Taking this into account, expectations to improve outcomes are based on targeted therapies. Similarly to primary radical treatment, the best-known recurrent or metastatic SCHNC target is EGFR, and majority of clinical data pertain to cetuximab. Downregulation of the receptor is supposed to exert antiproliferative and pro-apoptotic activity and to help overcome resistance to cytostatic drugs. The later effect is a rationale for combination of cetuximab with CTH. Cetuximab is administered as 400 mg/m2 iv. initial dose at the start of CTH and then 250 mg/m2 are given every week. This protocol has shown promising results in phase II trials (33). If therapeutic response was obtained, cetuximab was administered until progression or unacceptable toxicity occurred. The most important results published to date are from EXTREME phase III trial which compared efficiency of PF combined with cetuximab to PF only in first-line treatment of recurrent or metastatic SCHNC (34). Adverse reactions turned out to be similar in both arms, and toxicity specific to cetuximab (rash, reactions to infusion) had not been clinically significant. It has been shown that addition of cetuximab to standard PF protocol results in longer median survival (10.1 vs 7.4 months). Therapeutic gain was seen in all subgroups, except for patients in poor functional status and in elderly, who had short median survival irrespective of treatment. The later observation is interpreted as confirmation of earlier observations that such patients do not benefit from any antineoplastic treatment. Addition of cetuximab to PF has not caused deteriorated quality of life, in some aspects it has even improved (35). EXTREME was the first trial that demonstrated superiority of new therapeutic protocol over standard management in recurrent or metastatic SCHNC. However, it should be pointed out that combination of cetuximab with PF carries high cost, mainly due to prolonged administration in responders. Cost-effectiveness analysis is advisable. Trials evaluating effectiveness of another EGFR-targeted antibody, panitumumab, are in progress.
Prognosis in patients with progression after CTH based on cisplatin is particularly poor, and median survival does not exceed 4 months (2, 36). Standard of care that remains in such situation is treatment with methotrexate for patients in acceptably good functional status or best supportive care (3, 31). Clinical trials have shown that administration of cetuximab with or without cisplatin will produce therapeutic response in 10-20% of patients, with slightly longer survival indicators than in historic controls (33, 36, 37). Similar results, though with smaller proportion of tumor regression, have been observed after administration of small-molecule EGFR tyrosine kinase inhibitors – gefitinib and erlotinib. However, clinical trials that compared effectiveness of gefitinib and methotrexate, and docetaxel alone or with gefitinib, have not demonstrated therapeutic gain from addition of tyrosine kinase inhibitor (38).
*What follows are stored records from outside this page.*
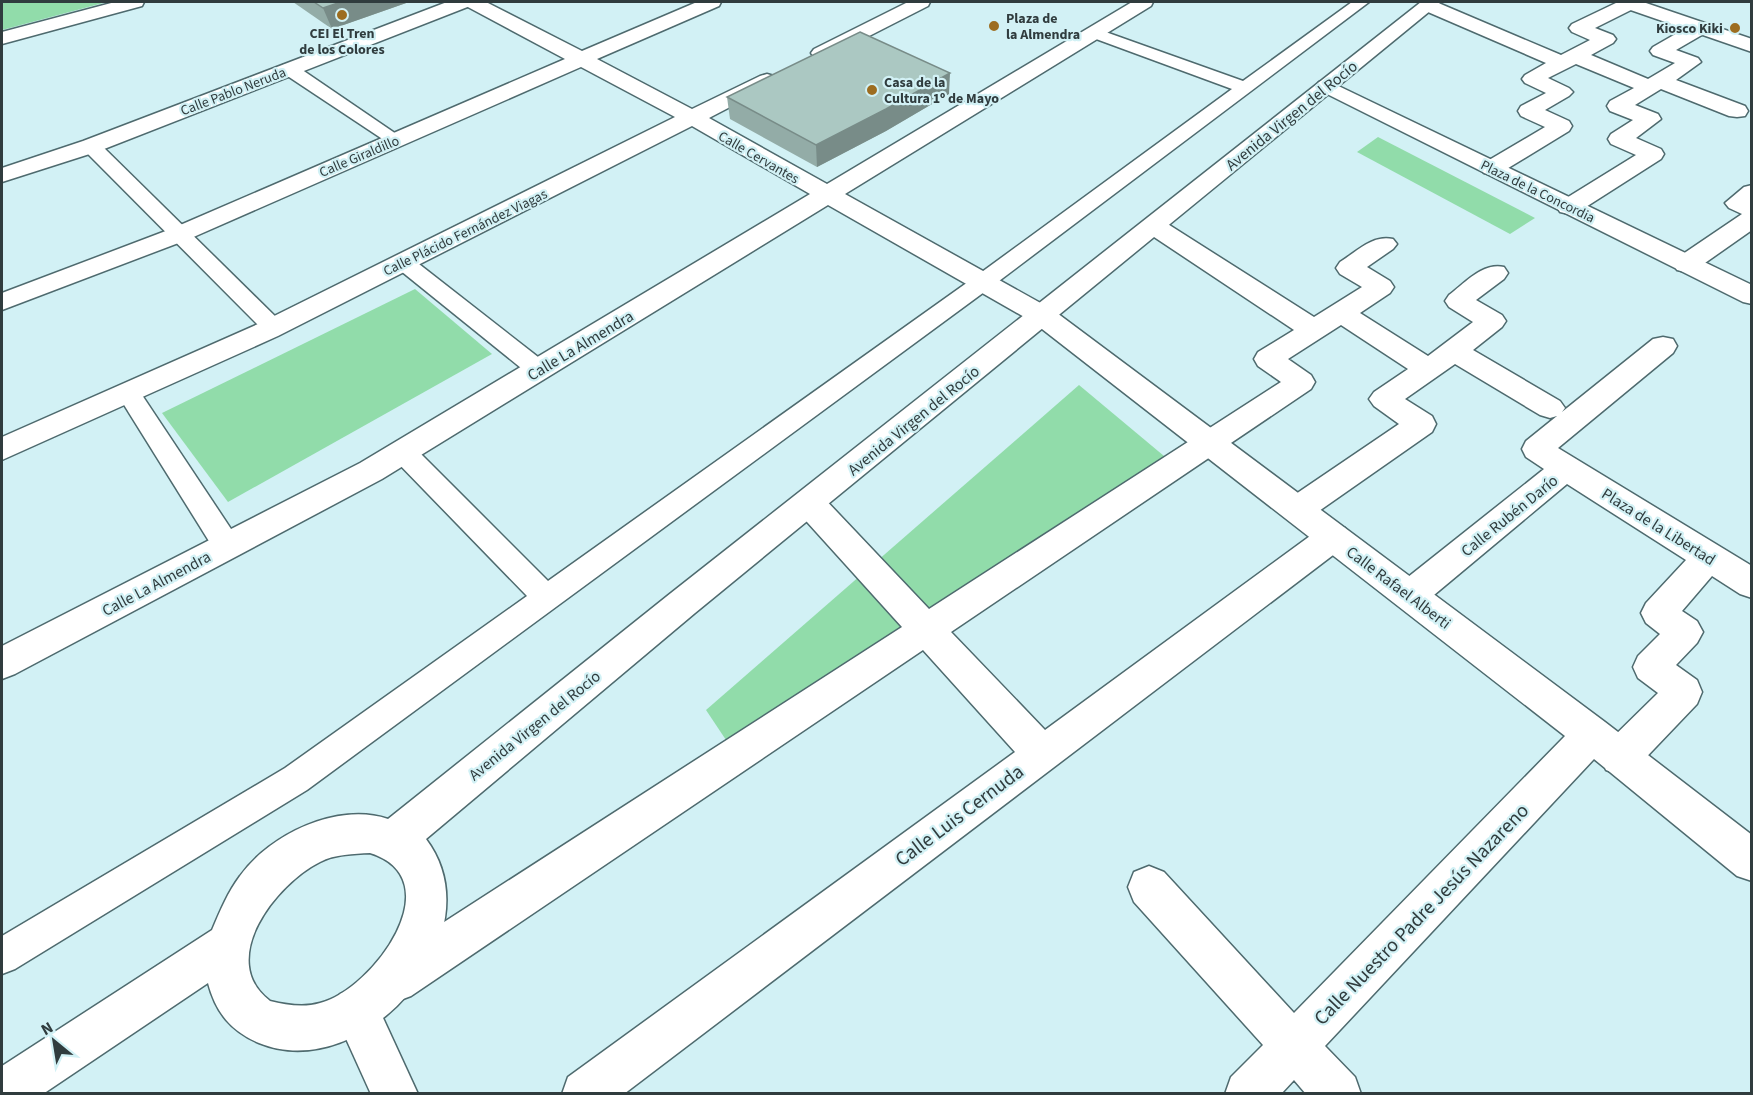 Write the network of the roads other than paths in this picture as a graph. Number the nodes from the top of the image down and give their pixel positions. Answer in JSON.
{"nodes":[{"id":1,"x":135,"y":2,"type":"edge"},
{"id":2,"x":464,"y":2,"type":"edge"},
{"id":3,"x":473,"y":2,"type":"edge"},
{"id":4,"x":712,"y":2,"type":"edge"},
{"id":5,"x":921,"y":2,"type":"edge"},
{"id":6,"x":1144,"y":2,"type":"edge"},
{"id":7,"x":1360,"y":2,"type":"edge"},
{"id":8,"x":1628,"y":2,"type":"edge"},
{"id":9,"x":1430,"y":3,"type":"edge"},
{"id":10,"x":1700,"y":28,"type":"junction"},
{"id":11,"x":1094,"y":33,"type":"junction"},
{"id":12,"x":2,"y":38,"type":"edge"},
{"id":13,"x":1752,"y":46,"type":"edge"},
{"id":14,"x":583,"y":59,"type":"junction"},
{"id":15,"x":1569,"y":59,"type":"junction"},
{"id":16,"x":289,"y":69,"type":"junction"},
{"id":17,"x":1655,"y":84,"type":"junction"},
{"id":18,"x":1326,"y":86,"type":"junction"},
{"id":19,"x":1243,"y":87,"type":"junction"},
{"id":20,"x":1737,"y":111,"type":"dead end"},
{"id":21,"x":693,"y":118,"type":"junction"},
{"id":22,"x":396,"y":140,"type":"junction"},
{"id":23,"x":91,"y":146,"type":"junction"},
{"id":24,"x":1492,"y":168,"type":"junction"},
{"id":25,"x":2,"y":176,"type":"edge"},
{"id":26,"x":1752,"y":192,"type":"edge"},
{"id":27,"x":827,"y":196,"type":"junction"},
{"id":28,"x":1569,"y":207,"type":"junction"},
{"id":29,"x":1752,"y":209,"type":"edge"},
{"id":30,"x":1752,"y":218,"type":"edge"},
{"id":31,"x":1154,"y":226,"type":"junction"},
{"id":32,"x":180,"y":234,"type":"junction"},
{"id":33,"x":1384,"y":244,"type":"dead end"},
{"id":34,"x":403,"y":262,"type":"junction"},
{"id":35,"x":1686,"y":264,"type":"junction"},
{"id":36,"x":1495,"y":273,"type":"dead end"},
{"id":37,"x":983,"y":282,"type":"junction"},
{"id":38,"x":1752,"y":296,"type":"edge"},
{"id":39,"x":2,"y":302,"type":"edge"},
{"id":40,"x":1341,"y":313,"type":"junction"},
{"id":41,"x":1043,"y":316,"type":"junction"},
{"id":42,"x":273,"y":327,"type":"junction"},
{"id":43,"x":1314,"y":330,"type":"junction"},
{"id":44,"x":1663,"y":346,"type":"dead end"},
{"id":45,"x":1454,"y":351,"type":"junction"},
{"id":46,"x":1428,"y":369,"type":"junction"},
{"id":47,"x":539,"y":370,"type":"junction"},
{"id":48,"x":128,"y":392,"type":"junction"},
{"id":49,"x":1550,"y":408,"type":"dead end"},
{"id":50,"x":1210,"y":442,"type":"junction"},
{"id":51,"x":2,"y":449,"type":"edge"},
{"id":52,"x":403,"y":452,"type":"junction"},
{"id":53,"x":1566,"y":468,"type":"junction"},
{"id":54,"x":809,"y":503,"type":"junction"},
{"id":55,"x":1298,"y":509,"type":"junction"},
{"id":56,"x":1334,"y":537,"type":"junction"},
{"id":57,"x":227,"y":546,"type":"junction"},
{"id":58,"x":1709,"y":557,"type":"junction"},
{"id":59,"x":1752,"y":584,"type":"edge"},
{"id":60,"x":1410,"y":596,"type":"junction"},
{"id":61,"x":546,"y":597,"type":"junction"},
{"id":62,"x":926,"y":629,"type":"junction"},
{"id":63,"x":2,"y":663,"type":"edge"},
{"id":64,"x":1606,"y":745,"type":"junction"},
{"id":65,"x":1042,"y":754,"type":"junction"},
{"id":66,"x":394,"y":840,"type":"junction"},
{"id":67,"x":1752,"y":861,"type":"edge"},
{"id":68,"x":1149,"y":887,"type":"dead end"},
{"id":69,"x":229,"y":944,"type":"junction"},
{"id":70,"x":2,"y":956,"type":"edge"},
{"id":71,"x":373,"y":997,"type":"junction"},
{"id":72,"x":1295,"y":1046,"type":"junction"},
{"id":73,"x":2,"y":1093,"type":"edge"},
{"id":74,"x":395,"y":1094,"type":"edge"},
{"id":75,"x":585,"y":1094,"type":"edge"},
{"id":76,"x":1248,"y":1094,"type":"edge"},
{"id":77,"x":1338,"y":1094,"type":"edge"}],
"edges":[{"from":1,"to":12,"type":"street"},
{"from":2,"to":16,"type":"street","name":"Calle Pablo Neruda"},
{"from":3,"to":14,"type":"street","name":"Calle Cervantes"},
{"from":4,"to":14,"type":"street","name":"Calle Giraldillo"},
{"from":5,"to":21,"type":"street","name":"Calle Plácido Fernández Viagas"},
{"from":6,"to":11,"type":"street","name":"Calle La Almendra"},
{"from":7,"to":19,"type":"lane"},
{"from":8,"to":10,"type":"street"},
{"from":8,"to":15,"type":"street"},
{"from":9,"to":15,"type":"street"},
{"from":9,"to":18,"type":"street","name":"Avenida Virgen del Rocío"},
{"from":10,"to":13,"type":"street"},
{"from":10,"to":17,"type":"street"},
{"from":11,"to":19,"type":"lane"},
{"from":11,"to":27,"type":"street","name":"Calle La Almendra"},
{"from":14,"to":21,"type":"street","name":"Calle Cervantes"},
{"from":14,"to":22,"type":"street","name":"Calle Giraldillo"},
{"from":15,"to":17,"type":"street"},
{"from":15,"to":24,"type":"street"},
{"from":16,"to":22,"type":"lane"},
{"from":16,"to":23,"type":"street","name":"Calle Pablo Neruda"},
{"from":17,"to":20,"type":"street"},
{"from":17,"to":28,"type":"street"},
{"from":18,"to":24,"type":"street","name":"Plaza de la Concordia"},
{"from":18,"to":31,"type":"street","name":"Avenida Virgen del Rocío"},
{"from":19,"to":37,"type":"lane"},
{"from":21,"to":27,"type":"street","name":"Calle Cervantes"},
{"from":21,"to":34,"type":"street","name":"Calle Plácido Fernández Viagas"},
{"from":22,"to":32,"type":"street","name":"Calle Giraldillo"},
{"from":23,"to":25,"type":"street","name":"Calle Pablo Neruda"},
{"from":23,"to":32,"type":"lane"},
{"from":24,"to":28,"type":"street","name":"Plaza de la Concordia"},
{"from":26,"to":29,"type":"street"},
{"from":27,"to":37,"type":"street","name":"Calle Cervantes"},
{"from":27,"to":47,"type":"street","name":"Calle La Almendra"},
{"from":28,"to":35,"type":"street","name":"Plaza de la Concordia"},
{"from":30,"to":35,"type":"street"},
{"from":31,"to":41,"type":"street","name":"Avenida Virgen del Rocío"},
{"from":31,"to":43,"type":"street"},
{"from":32,"to":39,"type":"street","name":"Calle Giraldillo"},
{"from":32,"to":42,"type":"lane"},
{"from":33,"to":40,"type":"street"},
{"from":34,"to":42,"type":"street","name":"Calle Plácido Fernández Viagas"},
{"from":34,"to":47,"type":"lane"},
{"from":35,"to":38,"type":"street","name":"Plaza de la Concordia"},
{"from":36,"to":45,"type":"street"},
{"from":37,"to":41,"type":"street","name":"Calle Cervantes"},
{"from":37,"to":61,"type":"lane"},
{"from":40,"to":43,"type":"street"},
{"from":40,"to":46,"type":"street"},
{"from":41,"to":50,"type":"street","name":"Calle Rafael Alberti"},
{"from":41,"to":54,"type":"street","name":"Avenida Virgen del Rocío"},
{"from":42,"to":48,"type":"street","name":"Calle Plácido Fernández Viagas"},
{"from":43,"to":50,"type":"street"},
{"from":44,"to":53,"type":"street","name":"Calle Rubén Darío"},
{"from":45,"to":46,"type":"street"},
{"from":45,"to":49,"type":"street"},
{"from":46,"to":55,"type":"street"},
{"from":47,"to":52,"type":"street","name":"Calle La Almendra"},
{"from":48,"to":51,"type":"street","name":"Calle Plácido Fernández Viagas"},
{"from":48,"to":57,"type":"lane"},
{"from":50,"to":55,"type":"street","name":"Calle Rafael Alberti"},
{"from":50,"to":62,"type":"street"},
{"from":52,"to":57,"type":"street","name":"Calle La Almendra"},
{"from":52,"to":61,"type":"lane"},
{"from":53,"to":58,"type":"street","name":"Plaza de la Libertad"},
{"from":53,"to":60,"type":"street","name":"Calle Rubén Darío"},
{"from":54,"to":62,"type":"street"},
{"from":54,"to":66,"type":"street","name":"Avenida Virgen del Rocío"},
{"from":55,"to":56,"type":"street","name":"Calle Rafael Alberti"},
{"from":56,"to":60,"type":"street","name":"Calle Rafael Alberti"},
{"from":56,"to":65,"type":"street","name":"Calle Luis Cernuda"},
{"from":57,"to":63,"type":"street","name":"Calle La Almendra"},
{"from":58,"to":59,"type":"street","name":"Plaza de la Libertad"},
{"from":58,"to":64,"type":"street","name":"Calle Nuestro Padre Jesús Nazareno"},
{"from":60,"to":64,"type":"street","name":"Calle Rafael Alberti"},
{"from":61,"to":70,"type":"lane"},
{"from":62,"to":65,"type":"street"},
{"from":62,"to":71,"type":"street"},
{"from":64,"to":67,"type":"street","name":"Calle Rafael Alberti"},
{"from":64,"to":72,"type":"street","name":"Calle Nuestro Padre Jesús Nazareno"},
{"from":65,"to":75,"type":"street","name":"Calle Luis Cernuda"},
{"from":66,"to":69,"type":"street"},
{"from":66,"to":71,"type":"street"},
{"from":68,"to":72,"type":"street"},
{"from":69,"to":71,"type":"street"},
{"from":69,"to":73,"type":"street"},
{"from":71,"to":74,"type":"street"},
{"from":72,"to":76,"type":"street","name":"Calle Nuestro Padre Jesús Nazareno"},
{"from":72,"to":77,"type":"street"}]}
Many potential drugs are investigated in pre-clinical or early clinical trials. These include inhibitors of angiogenesis (also multi-kinase inhibitors), of integrins pathway, insulin-like growth factor 1, cycline-dependent kinases and selective promotors of apoptosis (39, 40). Effectiveness of combined inhibition of molecular targets is also investigated, for example administration of EGFR and angiogenesis inhibitors (41).
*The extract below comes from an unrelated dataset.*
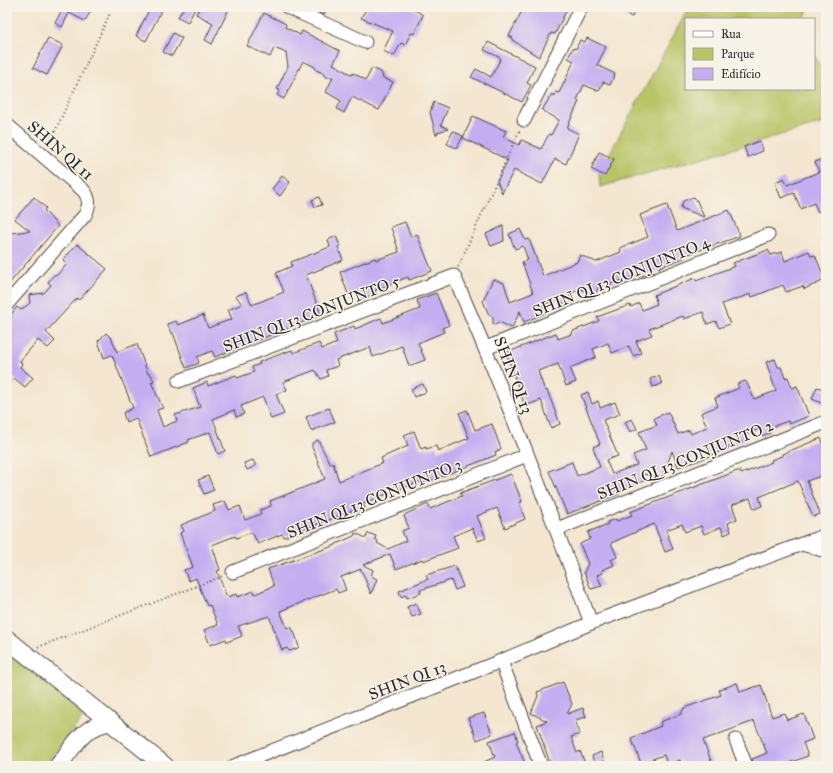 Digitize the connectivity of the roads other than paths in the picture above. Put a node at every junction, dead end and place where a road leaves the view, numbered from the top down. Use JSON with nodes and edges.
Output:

Recently, systematic progress has been made in management of SCHNC. Technological advances in surgical and RTH techniques are supported by expanding application of molecular targeted therapies that are combined with irradiation or CTH. This has led to improved outcomes (29, 34). Promising new drugs are investigated and may further improve prognosis. Early diagnosis, which is the most important favorable prognostic factor, still remains the best and the safest way to improve outcomes in SCHNC patients.